Exercise details » In the records that follow, find each line with the word "Jackson" and copy it.

[Collected data entries]
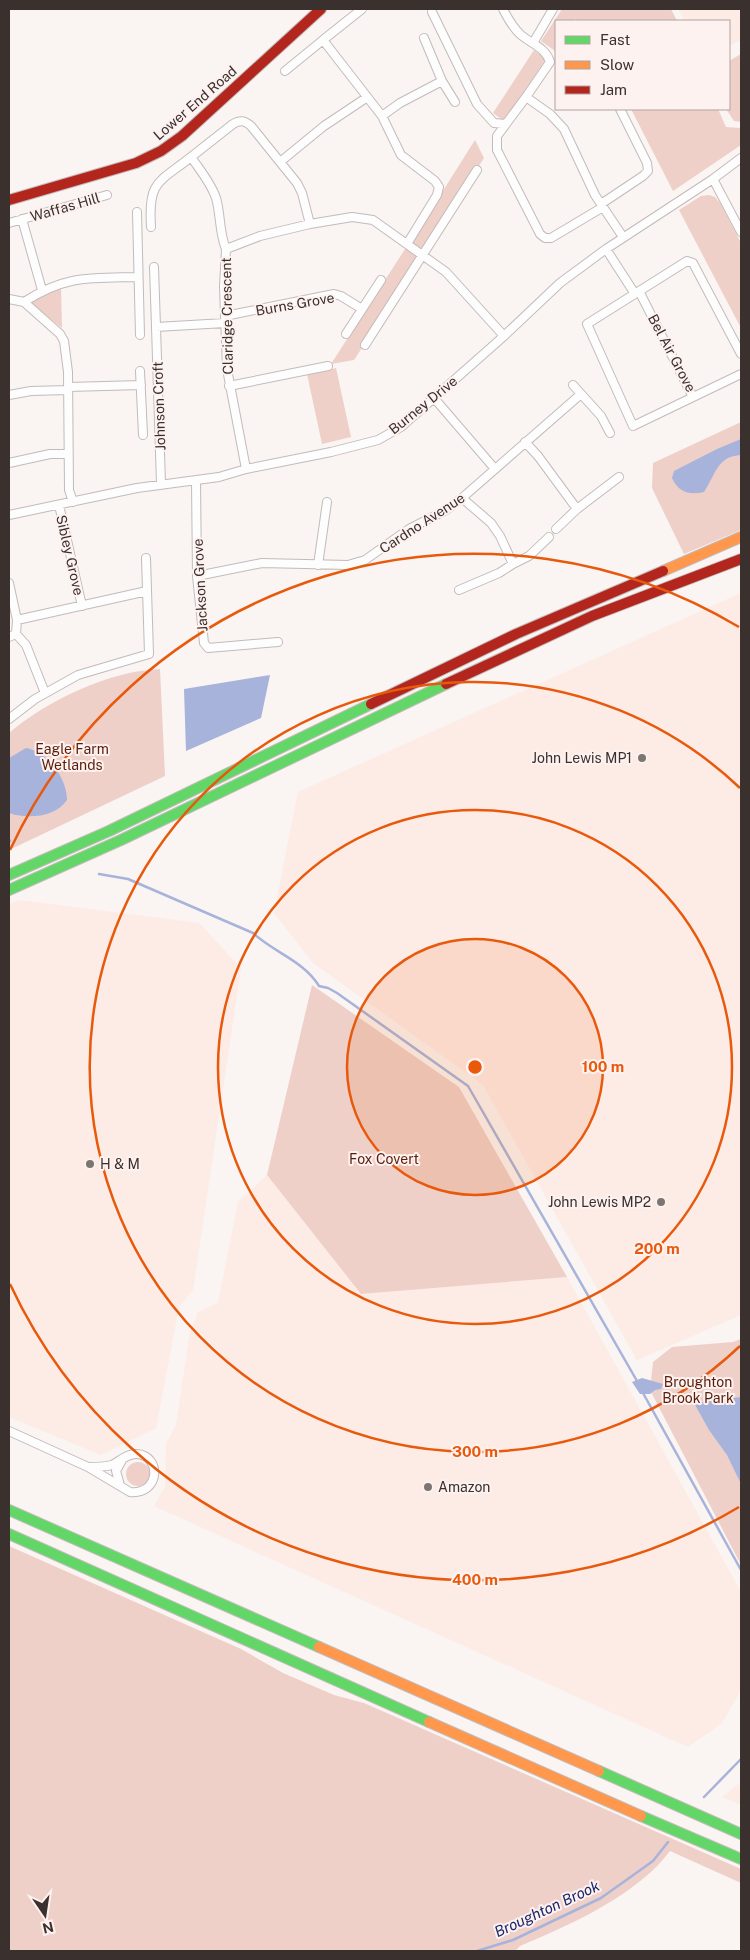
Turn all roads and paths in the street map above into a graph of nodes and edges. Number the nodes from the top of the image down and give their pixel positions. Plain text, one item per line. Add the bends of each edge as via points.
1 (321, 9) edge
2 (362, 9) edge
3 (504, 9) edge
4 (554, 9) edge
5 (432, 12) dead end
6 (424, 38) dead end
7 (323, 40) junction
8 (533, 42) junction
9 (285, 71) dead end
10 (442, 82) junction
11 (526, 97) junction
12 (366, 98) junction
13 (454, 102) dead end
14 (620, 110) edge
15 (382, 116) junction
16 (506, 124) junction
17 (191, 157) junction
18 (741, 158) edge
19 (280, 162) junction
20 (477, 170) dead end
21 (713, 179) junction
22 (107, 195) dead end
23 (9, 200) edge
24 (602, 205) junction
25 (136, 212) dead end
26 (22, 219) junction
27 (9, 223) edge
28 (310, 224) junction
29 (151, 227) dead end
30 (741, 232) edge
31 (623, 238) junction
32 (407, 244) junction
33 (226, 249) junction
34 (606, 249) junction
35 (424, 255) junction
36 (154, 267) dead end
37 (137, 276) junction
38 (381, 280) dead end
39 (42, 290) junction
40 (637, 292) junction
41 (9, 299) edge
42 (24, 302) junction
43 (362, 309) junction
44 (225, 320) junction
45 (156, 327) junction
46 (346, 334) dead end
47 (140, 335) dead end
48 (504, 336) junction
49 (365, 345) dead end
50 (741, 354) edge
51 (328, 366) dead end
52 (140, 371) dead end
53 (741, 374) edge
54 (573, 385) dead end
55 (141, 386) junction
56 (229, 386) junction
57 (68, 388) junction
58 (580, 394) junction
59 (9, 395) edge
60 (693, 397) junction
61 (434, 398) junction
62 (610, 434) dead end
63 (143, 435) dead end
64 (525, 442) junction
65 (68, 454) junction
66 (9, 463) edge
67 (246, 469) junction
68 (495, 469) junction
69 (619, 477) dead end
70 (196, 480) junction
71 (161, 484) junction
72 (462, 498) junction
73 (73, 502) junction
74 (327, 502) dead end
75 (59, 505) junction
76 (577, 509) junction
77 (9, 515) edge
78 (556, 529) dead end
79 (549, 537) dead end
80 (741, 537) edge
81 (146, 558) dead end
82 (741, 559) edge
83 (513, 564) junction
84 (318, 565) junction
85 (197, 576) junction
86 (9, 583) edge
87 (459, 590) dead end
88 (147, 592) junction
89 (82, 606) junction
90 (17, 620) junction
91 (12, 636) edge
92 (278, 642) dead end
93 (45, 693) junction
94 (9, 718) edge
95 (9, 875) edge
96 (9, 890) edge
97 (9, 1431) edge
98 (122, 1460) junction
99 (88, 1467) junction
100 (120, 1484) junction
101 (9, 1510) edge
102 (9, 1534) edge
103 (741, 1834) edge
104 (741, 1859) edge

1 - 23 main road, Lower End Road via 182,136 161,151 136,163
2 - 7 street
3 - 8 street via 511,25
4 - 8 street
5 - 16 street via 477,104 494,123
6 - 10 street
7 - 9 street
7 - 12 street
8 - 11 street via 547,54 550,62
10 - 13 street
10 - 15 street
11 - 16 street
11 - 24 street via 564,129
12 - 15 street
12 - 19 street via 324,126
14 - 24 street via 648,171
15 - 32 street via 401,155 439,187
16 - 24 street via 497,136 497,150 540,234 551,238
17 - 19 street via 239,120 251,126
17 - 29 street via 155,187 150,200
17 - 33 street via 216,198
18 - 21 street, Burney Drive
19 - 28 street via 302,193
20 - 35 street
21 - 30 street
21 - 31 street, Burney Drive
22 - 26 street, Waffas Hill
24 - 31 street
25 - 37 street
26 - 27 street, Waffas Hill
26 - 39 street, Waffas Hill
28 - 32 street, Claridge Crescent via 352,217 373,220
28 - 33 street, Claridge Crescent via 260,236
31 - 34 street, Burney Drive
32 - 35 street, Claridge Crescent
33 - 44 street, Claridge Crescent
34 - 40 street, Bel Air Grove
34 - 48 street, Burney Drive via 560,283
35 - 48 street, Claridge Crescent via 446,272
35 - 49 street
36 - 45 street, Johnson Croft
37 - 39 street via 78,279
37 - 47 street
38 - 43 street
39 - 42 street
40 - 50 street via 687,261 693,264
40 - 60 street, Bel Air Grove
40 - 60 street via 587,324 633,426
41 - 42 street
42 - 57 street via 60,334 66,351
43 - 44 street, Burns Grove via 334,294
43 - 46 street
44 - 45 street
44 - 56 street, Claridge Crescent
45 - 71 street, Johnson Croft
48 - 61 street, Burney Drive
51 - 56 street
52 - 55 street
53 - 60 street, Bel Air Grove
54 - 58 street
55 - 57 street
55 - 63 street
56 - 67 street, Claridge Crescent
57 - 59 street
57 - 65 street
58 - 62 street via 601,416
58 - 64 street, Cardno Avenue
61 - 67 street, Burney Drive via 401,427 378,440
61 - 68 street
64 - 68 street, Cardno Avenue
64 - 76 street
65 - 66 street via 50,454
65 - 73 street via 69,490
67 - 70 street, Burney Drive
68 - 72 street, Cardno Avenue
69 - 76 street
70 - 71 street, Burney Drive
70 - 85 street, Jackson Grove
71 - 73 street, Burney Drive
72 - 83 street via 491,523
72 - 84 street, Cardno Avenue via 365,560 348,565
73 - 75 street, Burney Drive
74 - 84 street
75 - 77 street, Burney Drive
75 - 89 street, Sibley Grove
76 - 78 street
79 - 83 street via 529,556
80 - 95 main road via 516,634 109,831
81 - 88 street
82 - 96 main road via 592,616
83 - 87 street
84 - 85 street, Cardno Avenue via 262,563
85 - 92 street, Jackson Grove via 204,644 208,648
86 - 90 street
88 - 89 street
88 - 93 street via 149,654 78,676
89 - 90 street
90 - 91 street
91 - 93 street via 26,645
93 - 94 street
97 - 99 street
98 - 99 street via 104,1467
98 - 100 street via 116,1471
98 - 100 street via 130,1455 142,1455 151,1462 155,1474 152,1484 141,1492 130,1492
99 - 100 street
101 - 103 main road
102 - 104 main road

Output for this task »
70 - 85 street, Jackson Grove
85 - 92 street, Jackson Grove via 204,644 208,648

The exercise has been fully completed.